Task:
Each line of the data below that holds the word "hidden" is to be reported in full.

[Extracted records]

----

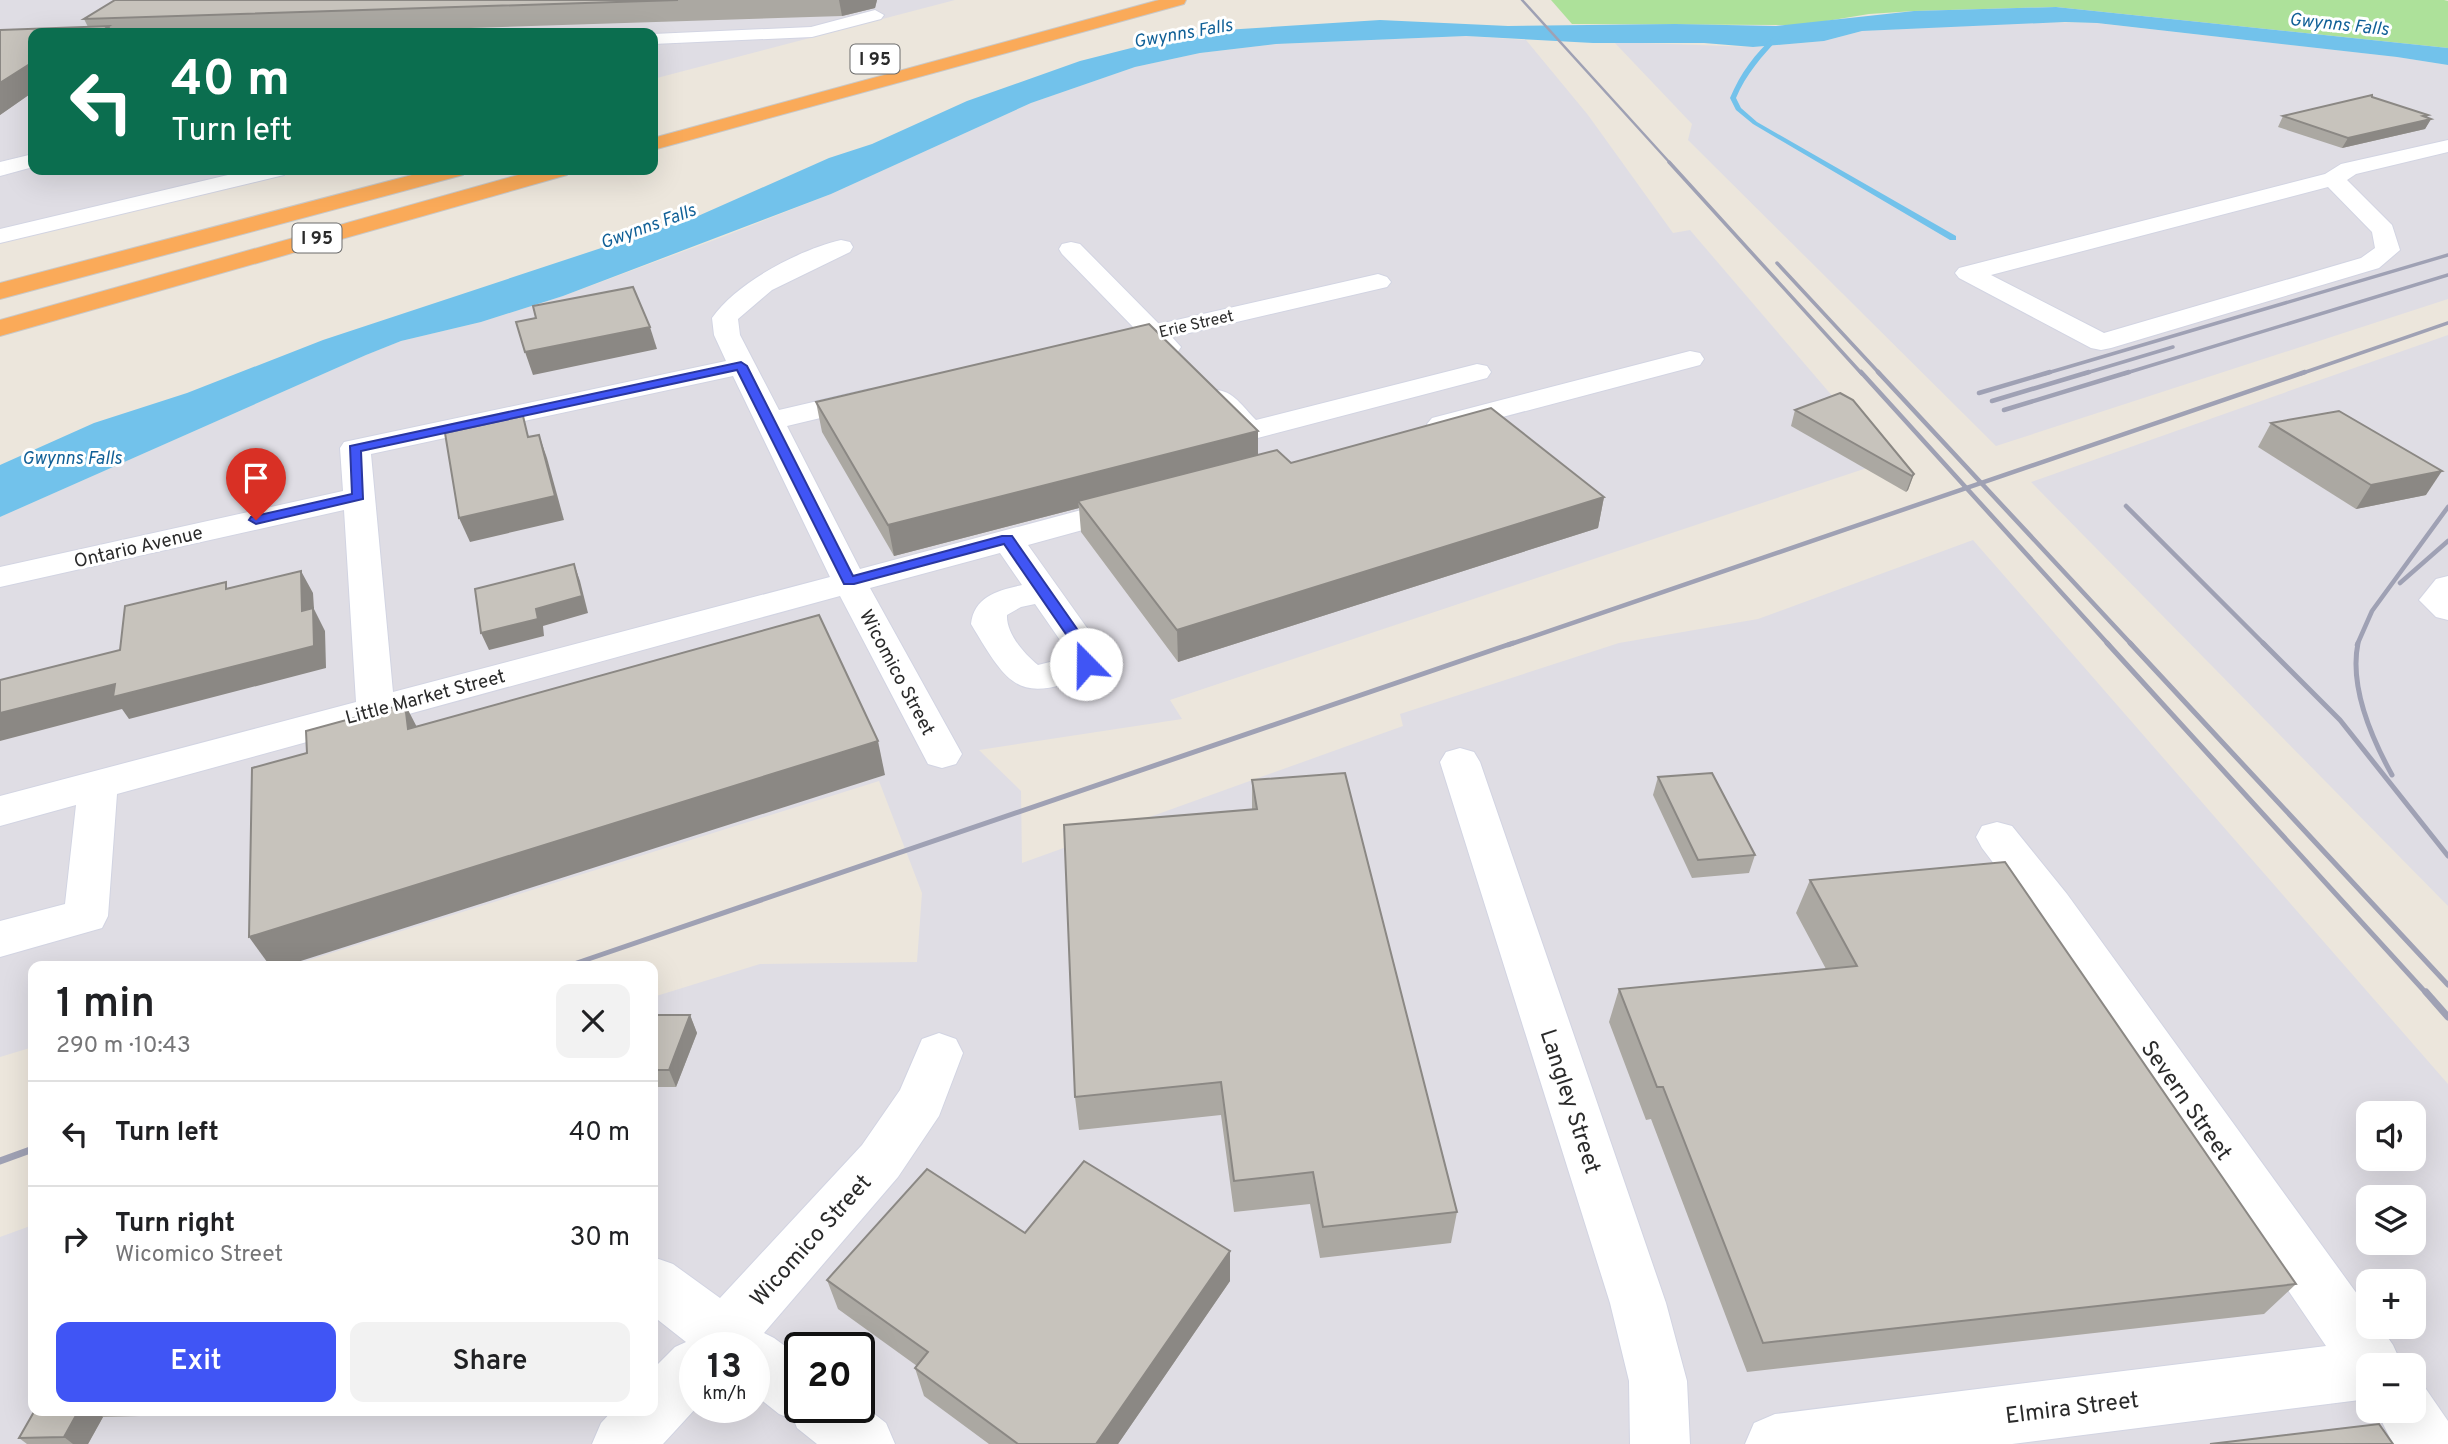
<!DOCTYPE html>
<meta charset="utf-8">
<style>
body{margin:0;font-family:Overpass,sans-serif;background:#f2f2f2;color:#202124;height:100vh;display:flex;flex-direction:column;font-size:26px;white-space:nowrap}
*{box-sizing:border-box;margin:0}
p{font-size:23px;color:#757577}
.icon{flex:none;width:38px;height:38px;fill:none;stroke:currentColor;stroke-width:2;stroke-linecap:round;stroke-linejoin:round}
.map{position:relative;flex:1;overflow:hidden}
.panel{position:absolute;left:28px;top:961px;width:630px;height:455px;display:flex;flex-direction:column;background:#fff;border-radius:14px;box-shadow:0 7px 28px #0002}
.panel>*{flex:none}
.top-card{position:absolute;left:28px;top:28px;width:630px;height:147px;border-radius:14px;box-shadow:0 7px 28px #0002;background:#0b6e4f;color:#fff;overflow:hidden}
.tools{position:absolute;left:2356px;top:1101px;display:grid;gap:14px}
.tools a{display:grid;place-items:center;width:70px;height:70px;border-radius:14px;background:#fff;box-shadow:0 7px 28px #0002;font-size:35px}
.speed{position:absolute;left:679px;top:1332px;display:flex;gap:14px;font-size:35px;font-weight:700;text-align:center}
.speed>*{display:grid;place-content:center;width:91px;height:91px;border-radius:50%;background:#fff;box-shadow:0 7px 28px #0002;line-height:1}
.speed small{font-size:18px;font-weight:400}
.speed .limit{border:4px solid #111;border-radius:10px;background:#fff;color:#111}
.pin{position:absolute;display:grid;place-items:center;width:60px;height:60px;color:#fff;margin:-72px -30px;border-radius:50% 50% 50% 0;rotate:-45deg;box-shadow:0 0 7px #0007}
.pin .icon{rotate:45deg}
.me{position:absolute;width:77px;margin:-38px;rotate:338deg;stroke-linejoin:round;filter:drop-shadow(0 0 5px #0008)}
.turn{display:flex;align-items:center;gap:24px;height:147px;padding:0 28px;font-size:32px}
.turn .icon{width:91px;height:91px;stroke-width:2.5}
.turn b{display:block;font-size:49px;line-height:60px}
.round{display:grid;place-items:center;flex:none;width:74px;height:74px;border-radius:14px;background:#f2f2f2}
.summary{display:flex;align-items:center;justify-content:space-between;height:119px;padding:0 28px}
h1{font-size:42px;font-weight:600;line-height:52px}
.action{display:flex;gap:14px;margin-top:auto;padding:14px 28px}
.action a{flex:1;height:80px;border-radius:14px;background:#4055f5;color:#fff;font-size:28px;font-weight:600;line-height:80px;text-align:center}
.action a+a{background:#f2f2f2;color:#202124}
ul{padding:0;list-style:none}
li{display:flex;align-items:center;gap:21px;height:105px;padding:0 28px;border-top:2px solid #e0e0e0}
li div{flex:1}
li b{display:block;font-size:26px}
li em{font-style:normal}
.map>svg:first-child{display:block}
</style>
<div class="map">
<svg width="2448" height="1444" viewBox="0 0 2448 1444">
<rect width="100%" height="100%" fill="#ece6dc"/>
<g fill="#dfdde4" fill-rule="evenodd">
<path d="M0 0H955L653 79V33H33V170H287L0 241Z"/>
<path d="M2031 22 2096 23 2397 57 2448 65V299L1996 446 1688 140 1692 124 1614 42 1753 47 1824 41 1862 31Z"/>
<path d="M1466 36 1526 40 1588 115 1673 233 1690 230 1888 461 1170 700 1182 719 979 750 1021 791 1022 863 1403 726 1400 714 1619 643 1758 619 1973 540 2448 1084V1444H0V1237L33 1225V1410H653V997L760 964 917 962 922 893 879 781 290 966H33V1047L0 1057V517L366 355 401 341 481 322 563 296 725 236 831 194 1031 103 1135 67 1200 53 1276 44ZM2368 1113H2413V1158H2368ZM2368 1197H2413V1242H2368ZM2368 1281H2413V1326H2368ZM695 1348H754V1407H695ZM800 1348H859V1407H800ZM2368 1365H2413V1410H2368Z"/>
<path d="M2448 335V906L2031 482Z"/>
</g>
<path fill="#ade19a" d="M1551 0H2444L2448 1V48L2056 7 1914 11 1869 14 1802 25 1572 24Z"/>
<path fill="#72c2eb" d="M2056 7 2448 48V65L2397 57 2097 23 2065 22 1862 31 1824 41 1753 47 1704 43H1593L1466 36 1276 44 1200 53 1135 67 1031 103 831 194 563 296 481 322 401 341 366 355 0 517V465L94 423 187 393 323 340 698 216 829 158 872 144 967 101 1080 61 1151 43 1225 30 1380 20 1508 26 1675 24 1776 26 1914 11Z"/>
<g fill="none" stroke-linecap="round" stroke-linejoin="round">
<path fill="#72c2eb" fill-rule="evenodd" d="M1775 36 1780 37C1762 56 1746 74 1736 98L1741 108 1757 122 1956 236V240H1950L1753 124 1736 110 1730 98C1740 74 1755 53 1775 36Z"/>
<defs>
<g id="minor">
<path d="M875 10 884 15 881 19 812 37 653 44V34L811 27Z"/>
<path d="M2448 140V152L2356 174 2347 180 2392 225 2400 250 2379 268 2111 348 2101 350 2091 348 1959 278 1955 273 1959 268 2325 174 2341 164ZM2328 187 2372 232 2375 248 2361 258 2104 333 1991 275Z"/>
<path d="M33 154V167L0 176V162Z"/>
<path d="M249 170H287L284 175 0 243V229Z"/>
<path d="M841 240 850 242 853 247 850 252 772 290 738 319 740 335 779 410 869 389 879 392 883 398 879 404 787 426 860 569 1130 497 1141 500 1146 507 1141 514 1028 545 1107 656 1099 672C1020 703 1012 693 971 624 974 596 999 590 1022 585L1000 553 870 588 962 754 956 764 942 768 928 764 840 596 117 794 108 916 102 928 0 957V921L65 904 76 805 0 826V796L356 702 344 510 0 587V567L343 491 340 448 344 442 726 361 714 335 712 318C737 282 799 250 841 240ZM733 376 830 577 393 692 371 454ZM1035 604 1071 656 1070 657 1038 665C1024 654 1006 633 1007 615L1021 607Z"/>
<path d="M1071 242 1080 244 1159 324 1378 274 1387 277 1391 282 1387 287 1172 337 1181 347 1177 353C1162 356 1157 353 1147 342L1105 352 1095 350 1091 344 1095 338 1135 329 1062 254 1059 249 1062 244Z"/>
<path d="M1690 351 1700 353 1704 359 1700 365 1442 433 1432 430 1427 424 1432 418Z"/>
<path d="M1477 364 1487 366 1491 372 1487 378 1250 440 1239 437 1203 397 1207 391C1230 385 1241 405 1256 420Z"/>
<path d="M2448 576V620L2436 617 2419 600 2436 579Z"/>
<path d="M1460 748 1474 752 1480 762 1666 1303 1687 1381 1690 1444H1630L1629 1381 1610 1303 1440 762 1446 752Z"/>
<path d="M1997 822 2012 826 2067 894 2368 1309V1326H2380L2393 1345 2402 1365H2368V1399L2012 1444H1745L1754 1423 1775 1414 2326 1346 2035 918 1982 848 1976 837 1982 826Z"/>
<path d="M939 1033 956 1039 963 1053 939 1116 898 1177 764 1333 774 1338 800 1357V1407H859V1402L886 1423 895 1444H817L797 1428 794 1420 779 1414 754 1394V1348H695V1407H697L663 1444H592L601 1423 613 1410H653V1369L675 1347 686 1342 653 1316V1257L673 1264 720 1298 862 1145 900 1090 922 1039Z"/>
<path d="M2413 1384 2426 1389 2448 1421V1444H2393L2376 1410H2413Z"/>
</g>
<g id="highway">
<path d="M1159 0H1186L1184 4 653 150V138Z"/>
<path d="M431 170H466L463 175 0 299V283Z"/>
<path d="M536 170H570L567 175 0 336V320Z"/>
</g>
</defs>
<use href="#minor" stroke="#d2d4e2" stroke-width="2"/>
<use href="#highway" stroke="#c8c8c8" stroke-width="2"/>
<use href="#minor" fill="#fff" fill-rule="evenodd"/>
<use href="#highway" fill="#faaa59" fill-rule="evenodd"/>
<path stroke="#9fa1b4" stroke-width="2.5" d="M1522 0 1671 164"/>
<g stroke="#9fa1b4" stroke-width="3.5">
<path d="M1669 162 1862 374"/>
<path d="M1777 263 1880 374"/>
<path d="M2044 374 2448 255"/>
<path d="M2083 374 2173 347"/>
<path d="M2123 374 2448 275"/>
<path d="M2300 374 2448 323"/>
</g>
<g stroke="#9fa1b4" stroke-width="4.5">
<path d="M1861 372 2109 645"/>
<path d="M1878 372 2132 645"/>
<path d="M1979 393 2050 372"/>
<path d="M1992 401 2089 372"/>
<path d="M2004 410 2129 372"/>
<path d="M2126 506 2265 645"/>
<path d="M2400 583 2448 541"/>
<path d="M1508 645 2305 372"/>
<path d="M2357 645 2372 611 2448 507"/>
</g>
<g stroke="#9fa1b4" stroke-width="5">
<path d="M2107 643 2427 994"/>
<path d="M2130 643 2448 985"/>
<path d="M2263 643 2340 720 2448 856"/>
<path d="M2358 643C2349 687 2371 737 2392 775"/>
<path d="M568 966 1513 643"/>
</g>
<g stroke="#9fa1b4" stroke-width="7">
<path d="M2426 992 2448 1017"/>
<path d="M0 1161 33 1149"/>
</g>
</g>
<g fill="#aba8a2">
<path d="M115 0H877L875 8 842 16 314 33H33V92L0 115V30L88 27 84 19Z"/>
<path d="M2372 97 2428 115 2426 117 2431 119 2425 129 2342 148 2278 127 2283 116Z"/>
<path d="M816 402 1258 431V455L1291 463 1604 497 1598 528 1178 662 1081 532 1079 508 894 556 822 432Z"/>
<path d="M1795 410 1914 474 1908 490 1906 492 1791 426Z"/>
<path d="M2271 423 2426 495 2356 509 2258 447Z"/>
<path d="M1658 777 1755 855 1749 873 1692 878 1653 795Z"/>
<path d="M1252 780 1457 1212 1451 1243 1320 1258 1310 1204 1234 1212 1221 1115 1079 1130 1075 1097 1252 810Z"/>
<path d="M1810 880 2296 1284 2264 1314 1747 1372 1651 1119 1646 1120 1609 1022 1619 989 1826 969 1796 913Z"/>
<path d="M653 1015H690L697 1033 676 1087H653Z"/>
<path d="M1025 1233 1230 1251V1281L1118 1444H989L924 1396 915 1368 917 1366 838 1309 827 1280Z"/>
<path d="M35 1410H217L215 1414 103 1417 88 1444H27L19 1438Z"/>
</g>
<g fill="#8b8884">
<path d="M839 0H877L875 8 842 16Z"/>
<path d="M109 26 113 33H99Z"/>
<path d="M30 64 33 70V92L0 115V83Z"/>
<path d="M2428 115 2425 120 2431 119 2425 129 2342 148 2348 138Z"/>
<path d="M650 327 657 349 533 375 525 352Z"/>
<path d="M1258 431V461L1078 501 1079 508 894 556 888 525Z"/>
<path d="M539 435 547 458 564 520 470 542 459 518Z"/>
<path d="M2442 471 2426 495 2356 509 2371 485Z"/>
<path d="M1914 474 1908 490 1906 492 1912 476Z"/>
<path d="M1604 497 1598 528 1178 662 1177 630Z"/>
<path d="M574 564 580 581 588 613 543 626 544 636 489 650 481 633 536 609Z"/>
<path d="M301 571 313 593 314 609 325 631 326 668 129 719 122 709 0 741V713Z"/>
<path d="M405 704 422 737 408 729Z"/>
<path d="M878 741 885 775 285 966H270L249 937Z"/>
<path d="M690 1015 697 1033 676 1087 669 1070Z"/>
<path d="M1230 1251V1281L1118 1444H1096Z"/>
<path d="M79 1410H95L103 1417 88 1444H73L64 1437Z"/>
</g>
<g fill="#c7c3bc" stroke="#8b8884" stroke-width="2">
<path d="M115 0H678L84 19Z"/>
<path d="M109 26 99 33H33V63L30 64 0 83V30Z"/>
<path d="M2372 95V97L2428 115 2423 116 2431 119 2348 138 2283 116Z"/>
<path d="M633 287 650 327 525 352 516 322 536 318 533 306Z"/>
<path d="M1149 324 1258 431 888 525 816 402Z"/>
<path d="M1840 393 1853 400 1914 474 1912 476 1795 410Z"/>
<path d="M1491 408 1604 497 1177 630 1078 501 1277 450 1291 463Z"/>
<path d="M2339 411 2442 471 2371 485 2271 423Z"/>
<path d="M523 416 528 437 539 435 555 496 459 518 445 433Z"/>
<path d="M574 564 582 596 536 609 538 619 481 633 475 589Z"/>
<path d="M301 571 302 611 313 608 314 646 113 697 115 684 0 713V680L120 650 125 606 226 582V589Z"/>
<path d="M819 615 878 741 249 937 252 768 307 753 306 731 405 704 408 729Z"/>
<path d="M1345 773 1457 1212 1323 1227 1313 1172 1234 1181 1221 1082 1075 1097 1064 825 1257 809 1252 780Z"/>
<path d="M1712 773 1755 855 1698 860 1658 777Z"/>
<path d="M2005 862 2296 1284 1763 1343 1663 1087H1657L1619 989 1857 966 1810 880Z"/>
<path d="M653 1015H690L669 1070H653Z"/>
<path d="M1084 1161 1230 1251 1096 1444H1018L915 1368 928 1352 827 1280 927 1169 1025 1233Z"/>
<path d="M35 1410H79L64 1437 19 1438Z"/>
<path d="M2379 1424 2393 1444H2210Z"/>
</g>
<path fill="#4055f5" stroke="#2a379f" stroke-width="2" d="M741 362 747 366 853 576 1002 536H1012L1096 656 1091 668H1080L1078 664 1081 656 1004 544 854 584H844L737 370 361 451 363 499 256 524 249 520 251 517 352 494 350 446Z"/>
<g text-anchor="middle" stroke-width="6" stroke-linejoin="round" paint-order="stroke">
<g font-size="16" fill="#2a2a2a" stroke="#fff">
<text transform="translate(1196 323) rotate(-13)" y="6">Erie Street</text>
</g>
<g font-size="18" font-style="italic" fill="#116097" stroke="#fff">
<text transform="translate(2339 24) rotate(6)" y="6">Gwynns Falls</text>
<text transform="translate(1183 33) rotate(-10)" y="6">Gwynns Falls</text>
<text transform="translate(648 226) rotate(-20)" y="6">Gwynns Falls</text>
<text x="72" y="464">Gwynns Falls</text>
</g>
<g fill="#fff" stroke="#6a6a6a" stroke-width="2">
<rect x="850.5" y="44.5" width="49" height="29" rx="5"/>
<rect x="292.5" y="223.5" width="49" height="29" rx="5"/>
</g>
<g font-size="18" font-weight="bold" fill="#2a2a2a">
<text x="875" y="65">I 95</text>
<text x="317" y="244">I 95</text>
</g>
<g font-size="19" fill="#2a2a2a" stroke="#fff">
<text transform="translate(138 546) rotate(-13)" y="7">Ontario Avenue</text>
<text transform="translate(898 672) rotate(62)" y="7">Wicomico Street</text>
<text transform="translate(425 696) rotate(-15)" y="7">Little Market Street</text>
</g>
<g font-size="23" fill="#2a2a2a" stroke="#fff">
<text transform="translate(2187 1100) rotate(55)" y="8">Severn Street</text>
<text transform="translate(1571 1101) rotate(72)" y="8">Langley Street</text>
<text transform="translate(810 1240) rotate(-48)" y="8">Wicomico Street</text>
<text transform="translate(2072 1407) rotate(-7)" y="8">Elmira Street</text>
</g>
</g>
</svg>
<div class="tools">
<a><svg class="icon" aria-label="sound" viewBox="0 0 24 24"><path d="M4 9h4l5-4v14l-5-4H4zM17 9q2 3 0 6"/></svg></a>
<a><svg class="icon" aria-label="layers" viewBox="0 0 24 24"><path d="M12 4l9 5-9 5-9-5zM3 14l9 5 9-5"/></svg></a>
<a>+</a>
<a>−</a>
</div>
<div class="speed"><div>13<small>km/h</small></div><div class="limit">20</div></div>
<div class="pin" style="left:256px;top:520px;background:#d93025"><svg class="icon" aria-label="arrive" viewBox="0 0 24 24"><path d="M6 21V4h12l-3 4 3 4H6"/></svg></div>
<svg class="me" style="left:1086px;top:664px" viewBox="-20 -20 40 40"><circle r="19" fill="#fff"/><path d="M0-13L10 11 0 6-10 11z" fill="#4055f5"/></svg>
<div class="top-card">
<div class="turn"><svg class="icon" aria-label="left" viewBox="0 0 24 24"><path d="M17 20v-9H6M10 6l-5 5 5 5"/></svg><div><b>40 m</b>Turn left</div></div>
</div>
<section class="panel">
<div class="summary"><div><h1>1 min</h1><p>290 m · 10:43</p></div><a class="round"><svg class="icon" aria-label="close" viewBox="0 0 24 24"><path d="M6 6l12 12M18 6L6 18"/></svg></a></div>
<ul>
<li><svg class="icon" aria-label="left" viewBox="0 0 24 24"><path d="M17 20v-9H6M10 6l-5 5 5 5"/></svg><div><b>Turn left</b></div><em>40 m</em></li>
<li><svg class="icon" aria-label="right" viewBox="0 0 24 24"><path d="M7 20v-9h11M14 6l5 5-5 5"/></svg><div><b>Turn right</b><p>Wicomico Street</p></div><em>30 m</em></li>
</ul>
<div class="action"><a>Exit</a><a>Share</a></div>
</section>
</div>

----

Solution to this problem:
.map{position:relative;flex:1;overflow:hidden}
.top-card{position:absolute;left:28px;top:28px;width:630px;height:147px;border-radius:14px;box-shadow:0 7px 28px #0002;background:#0b6e4f;color:#fff;overflow:hidden}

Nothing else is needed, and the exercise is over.